Set to William Tell's Overture... Just about perfect timing with the score.

True, my eye was definitely on today, but the matches did light quite easily too though.
Matches were accidently microwaved for 5 minutes... I meant to do them for 50 seconds but went well beyond... It made them "tinder" dry...
I'll have to try this again to see if I can get ALL of them to light up!


----------



## Ordo (Feb 11, 2018)

What?!


----------



## MOJAVE MO (Apr 11, 2018)

HolyMoly!

Sent from my SM-G965U using Tapatalk


----------



## SJAaz (Apr 30, 2019)

Bill, I'm pretty sure that can't be done...   :thumbsup:


----------



## Bill Hays (Aug 9, 2010)

Ordo said:


> What?!


The wind noise was so bad (notice how the smoke goes directly toward the camera) I had to put music or do a voice over... BUT I needed it to be uncut though... so it's a touch longer than needed because of the times I had to check and see if I hit it or not... and then I wasn't sure what happened when that 4th match lit the 5th as well, so I had to look at that too.


----------



## Bill Hays (Aug 9, 2010)

MojaveMoonshineMo said:


> HolyMoly!
> 
> Sent from my SM-G965U using Tapatalk





SJAaz said:


> Bill, I'm pretty sure that can't be done...   :thumbsup:


Thanks Guys, just trying to see what's possible with a fork and some bands...


----------



## Kalevala (Jul 20, 2014)

Not as perfect as Bill wanted, but awesome shooting anyway :bowdown: :headbang:


----------



## James West (Dec 6, 2014)

Great to see videos being uploaded on your channel again mr Hays 
Fantastic shooting


----------



## Bill Hays (Aug 9, 2010)

Kalevala said:


> Not as perfect as Bill wanted, but awesome shooting anyway :bowdown: :headbang:





James West said:


> Great to see videos being uploaded on your channel again mr Hays
> Fantastic shooting


Thank you Gentlemen, you're both just as good I'm sure... We all just need better source for fun targets like matches is all


----------



## hoggy (Apr 17, 2017)

good shooting. always inspiring.


----------



## SJAaz (Apr 30, 2019)

Bill Hays said:


> Kalevala said:
> 
> 
> > Not as perfect as Bill wanted, but awesome shooting anyway :bowdown: :headbang:
> ...


What we need is much bigger matches!!


----------



## Covert5 (Feb 7, 2018)

Awesome video and shoot'n Mr.
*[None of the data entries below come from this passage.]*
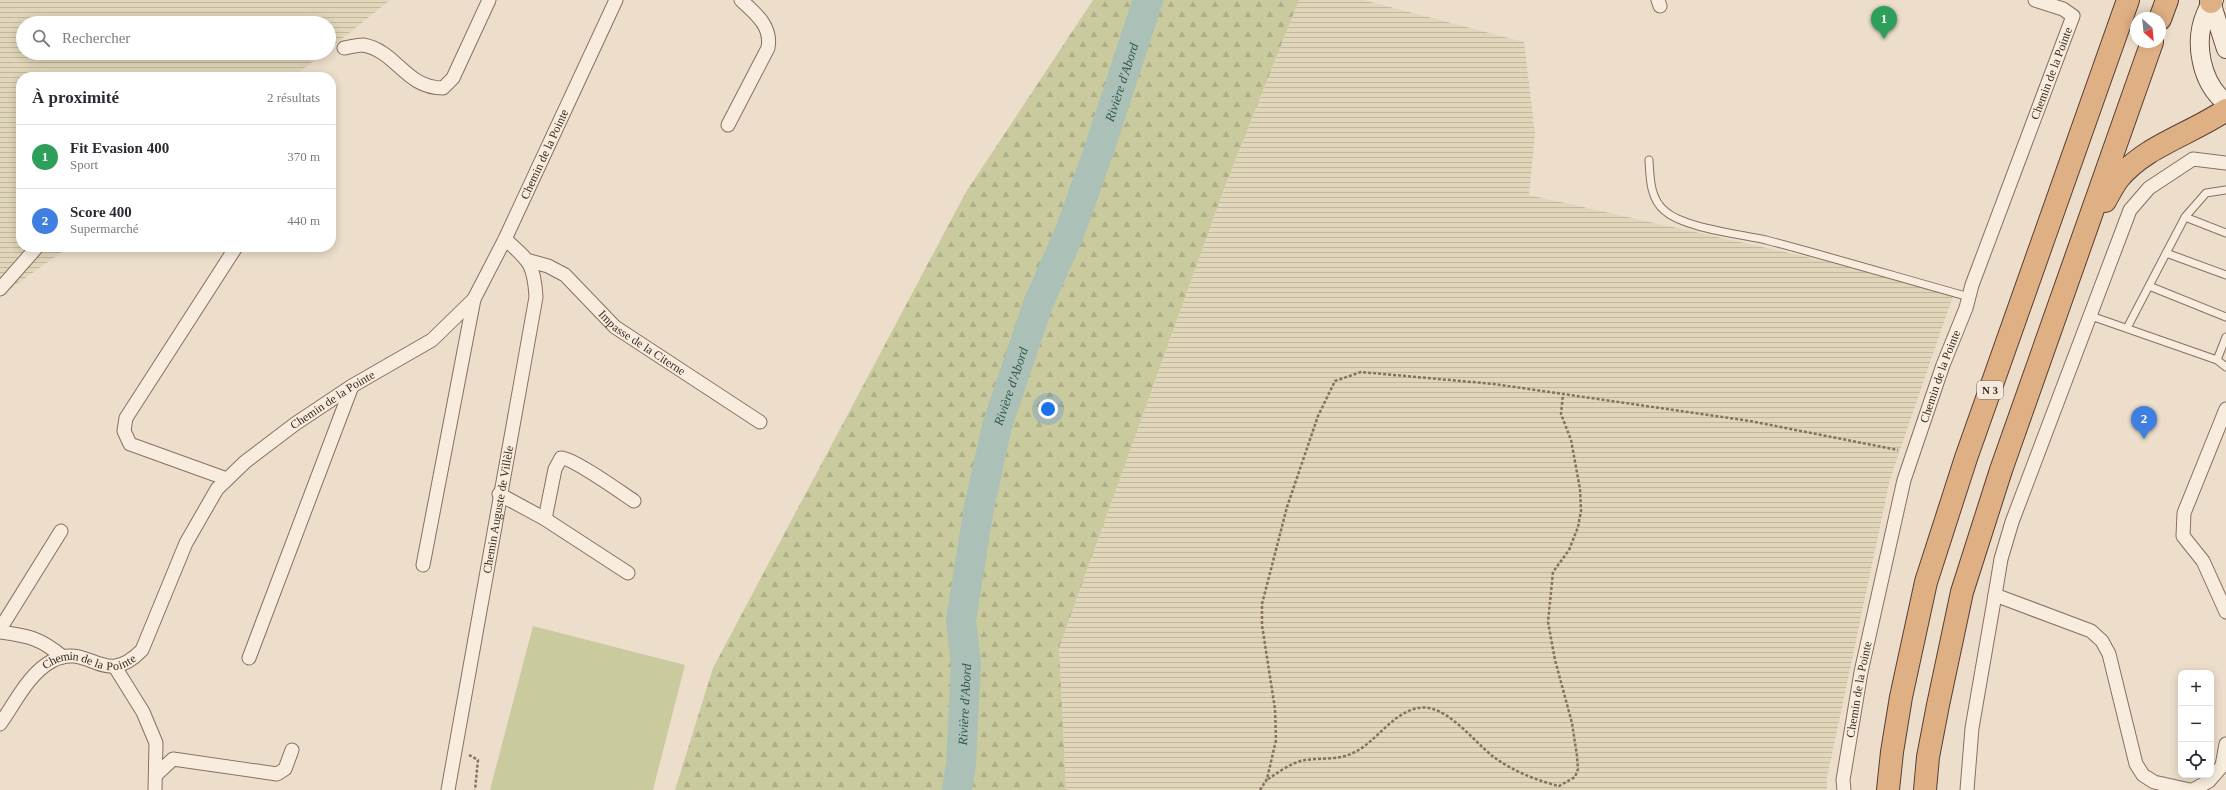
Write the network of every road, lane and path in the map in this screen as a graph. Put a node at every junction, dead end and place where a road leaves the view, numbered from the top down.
1 (489, 0) edge
2 (616, 0) edge
3 (741, 0) edge
4 (2035, 0) edge
5 (2128, 0) edge
6 (2167, 0) edge
7 (2212, 1) edge
8 (2163, 12) edge
9 (344, 48) dead end
10 (2150, 48) edge
11 (2226, 48) edge
12 (2226, 104) edge
13 (2226, 110) edge
14 (728, 125) dead end
15 (2226, 126) edge
16 (2201, 127) junction
17 (1649, 160) dead end
18 (2226, 163) edge
19 (2226, 190) edge
20 (2185, 217) junction
21 (2226, 233) edge
22 (505, 239) junction
23 (33, 252) edge
24 (233, 252) edge
25 (2166, 253) junction
26 (530, 261) junction
27 (2226, 275) edge
28 (2149, 286) junction
29 (0, 289) edge
30 (1969, 297) junction
31 (474, 299) junction
32 (2091, 316) junction
33 (2226, 317) edge
34 (2127, 328) junction
35 (2226, 337) edge
36 (2217, 360) junction
37 (2226, 367) edge
38 (352, 386) junction
39 (1562, 394) junction
40 (2226, 409) edge
41 (760, 422) dead end
42 (1913, 453) junction
43 (227, 479) junction
44 (500, 494) junction
45 (634, 501) dead end
46 (545, 520) junction
47 (61, 531) dead end
48 (1979, 541) junction
49 (423, 566) dead end
50 (628, 573) dead end
51 (1995, 595) junction
52 (2226, 612) edge
53 (0, 631) edge
54 (63, 657) junction
55 (249, 658) dead end
56 (115, 668) junction
57 (0, 724) edge
58 (2226, 744) edge
59 (292, 750) dead end
60 (454, 754) junction
61 (2224, 766) edge
62 (157, 774) junction
63 (1267, 779) junction
64 (155, 790) edge
65 (448, 790) edge
66 (475, 790) edge
67 (1260, 790) edge
68 (1844, 790) edge
69 (1888, 790) edge
70 (1925, 790) edge
71 (1967, 790) edge
72 (2190, 790) edge
73 (2193, 790) edge

1 - 9 street
2 - 22 street, Chemin de la Pointe
3 - 14 street
4 - 30 street, Chemin de la Pointe
5 - 69 highway, N 3
6 - 8 highway
7 - 11 main road
7 - 12 main road
10 - 48 highway
13 - 16 highway
15 - 16 highway
16 - 48 highway
17 - 30 lane
18 - 32 street
19 - 20 lane
20 - 21 lane
20 - 25 lane
22 - 26 street
22 - 31 street, Chemin de la Pointe
23 - 29 street
24 - 43 street
25 - 27 lane
25 - 28 lane
26 - 41 street, Impasse de la Citerne
26 - 44 street, Chemin Auguste de Villèle
28 - 33 lane
28 - 34 lane
30 - 42 street, Chemin de la Pointe
31 - 38 street, Chemin de la Pointe
31 - 49 street
32 - 34 lane
32 - 51 street
34 - 36 lane
35 - 36 lane
36 - 37 lane
38 - 43 street, Chemin de la Pointe
38 - 55 street
39 - 42 path
39 - 63 path
39 - 63 path
40 - 52 street
42 - 68 street, Chemin de la Pointe
43 - 56 street, Chemin de la Pointe
44 - 46 street
44 - 60 street, Chemin Auguste de Villèle
45 - 46 street
46 - 50 street
47 - 53 street
48 - 70 highway
51 - 71 street
51 - 72 street
53 - 54 street
54 - 56 street, Chemin de la Pointe
54 - 57 street, Chemin de la Pointe
56 - 62 street
58 - 61 street
59 - 62 street
60 - 65 street, Chemin Auguste de Villèle
60 - 66 path
61 - 73 street
62 - 64 street
63 - 67 path

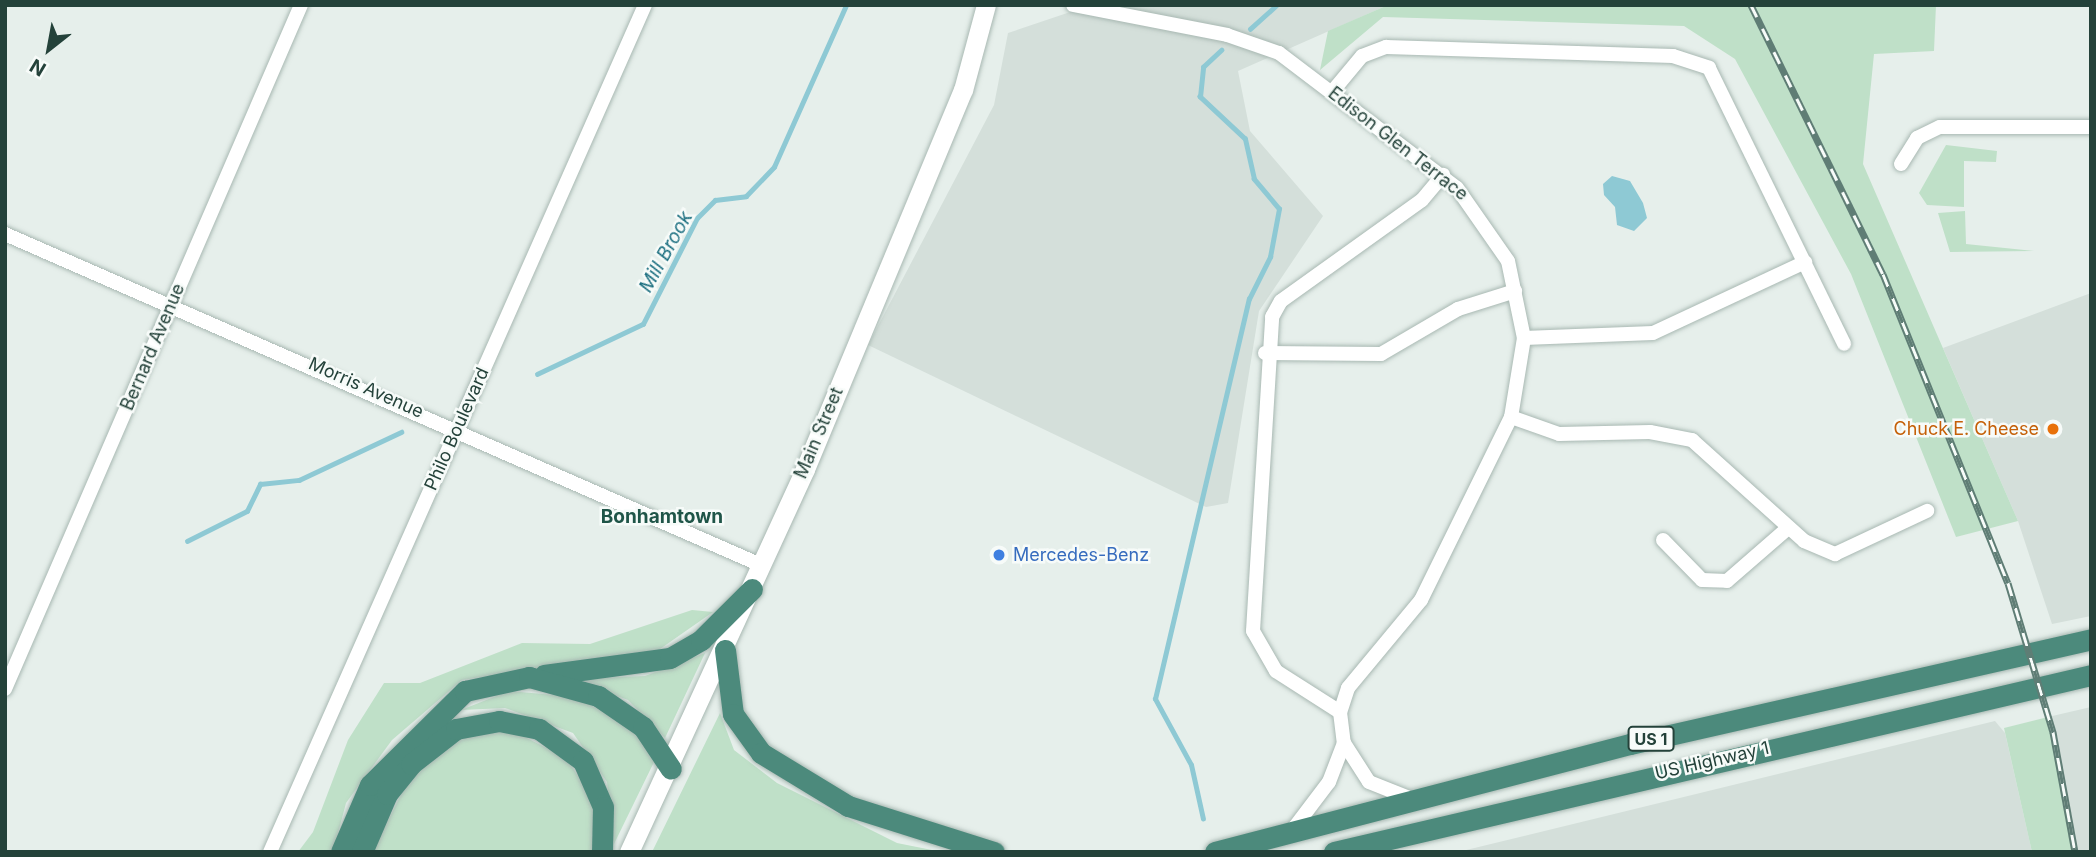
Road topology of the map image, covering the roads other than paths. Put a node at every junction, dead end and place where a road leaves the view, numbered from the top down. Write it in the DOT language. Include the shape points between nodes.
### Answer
graph roads {
  1 [pos="301,5"];
  2 [pos="645,5"];
  3 [pos="986,5"];
  4 [pos="1073,5"];
  5 [pos="1332,92"];
  6 [pos="2091,127"];
  7 [pos="1901,164"];
  8 [pos="1443,175"];
  9 [pos="5,234"];
  10 [pos="1805,262"];
  11 [pos="1515,291"];
  12 [pos="172,303"];
  13 [pos="1524,338"];
  14 [pos="1844,344"];
  15 [pos="1265,353"];
  16 [pos="1511,417"];
  17 [pos="458,428"];
  18 [pos="1927,511"];
  19 [pos="1788,528"];
  20 [pos="1663,540"];
  21 [pos="763,566"];
  22 [pos="752,589"];
  23 [pos="2091,639"];
  24 [pos="725,650"];
  25 [pos="2091,675"];
  26 [pos="529,677"];
  27 [pos="5,689"];
  28 [pos="1340,712"];
  29 [pos="1345,743"];
  30 [pos="671,769"];
  31 [pos="1416,801"];
  32 [pos="1291,832"];
  33 [pos="270,852"];
  34 [pos="341,852"];
  35 [pos="362,852"];
  36 [pos="602,852"];
  37 [pos="629,852"];
  38 [pos="994,852"];
  39 [pos="1214,852"];
  40 [pos="1334,852"];
  1 -- 12 [label="street, Bernard Avenue"];
  2 -- 17 [label="street, Philo Boulevard"];
  3 -- 21 [label="main road, Main Street" via="963,89"];
  4 -- 5 [label="street, Edison Glen Terrace" via="1257,43"];
  5 -- 8 [label="street, Edison Glen Terrace"];
  5 -- 10 [label="street" via="1362,56 1386,47 1692,61 1717,78"];
  6 -- 7 [label="street" via="1940,127 1917,138"];
  8 -- 11 [label="street, Edison Glen Terrace" via="1497,239"];
  8 -- 15 [label="street" via="1422,200 1281,301"];
  9 -- 12 [label="street, Morris Avenue"];
  10 -- 13 [label="street" via="1653,333"];
  10 -- 14 [label="street"];
  11 -- 13 [label="street, Edison Glen Terrace"];
  11 -- 15 [label="street" via="1458,309 1381,354"];
  12 -- 17 [label="street, Morris Avenue"];
  12 -- 27 [label="street, Bernard Avenue"];
  13 -- 16 [label="street, Edison Glen Terrace"];
  15 -- 28 [label="street" via="1252,631 1276,671"];
  16 -- 19 [label="street" via="1559,434 1650,432 1692,440"];
  16 -- 28 [label="street, Edison Glen Terrace" via="1422,600 1367,659"];
  17 -- 21 [label="street, Morris Avenue"];
  17 -- 33 [label="street, Philo Boulevard"];
  18 -- 19 [label="street" via="1835,554"];
  19 -- 20 [label="street" via="1727,581 1702,580"];
  21 -- 22 [label="main road, Main Street"];
  22 -- 24 [label="main road, Main Street"];
  22 -- 26 [label="highway" via="692,647 659,663"];
  23 -- 31 [label="highway, US 1" via="1630,744"];
  24 -- 30 [label="main road, Main Street"];
  24 -- 38 [label="highway" via="733,714 761,753 848,806"];
  25 -- 40 [label="highway, US Highway 1 / US 1"];
  26 -- 30 [label="highway" via="612,703 643,727"];
  26 -- 34 [label="highway" via="465,691 429,720 370,785"];
  28 -- 29 [label="street"];
  29 -- 31 [label="street" via="1369,782"];
  29 -- 32 [label="street" via="1329,782"];
  30 -- 37 [label="main road, Main Street"];
  31 -- 32 [label="highway, US 1"];
  32 -- 39 [label="highway, US 1"];
  35 -- 36 [label="highway" via="387,794 411,764 456,729 499,721 539,729 583,761 603,807"];
}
Hays! Not to mention multiple lit matches in one video, but 2 with one steely! Unreal!


----------



## Bill Hays (Aug 9, 2010)

Covert5 said:


> Awesome video and shoot'n Mr. Hays! Not to mention multiple lit matches in one video, but 2 with one steely! Unreal!


Thanks Man!

Yeah, the 4th and 5th match were to close together apparently... what I need is a bigger box... but then it wouldn't all fit in the video frame right I thought.


----------



## MakoPat (Mar 12, 2018)

Whoa! Amazing.


----------



## Tag (Jun 11, 2014)

Awesome accuracy Fantastic video


----------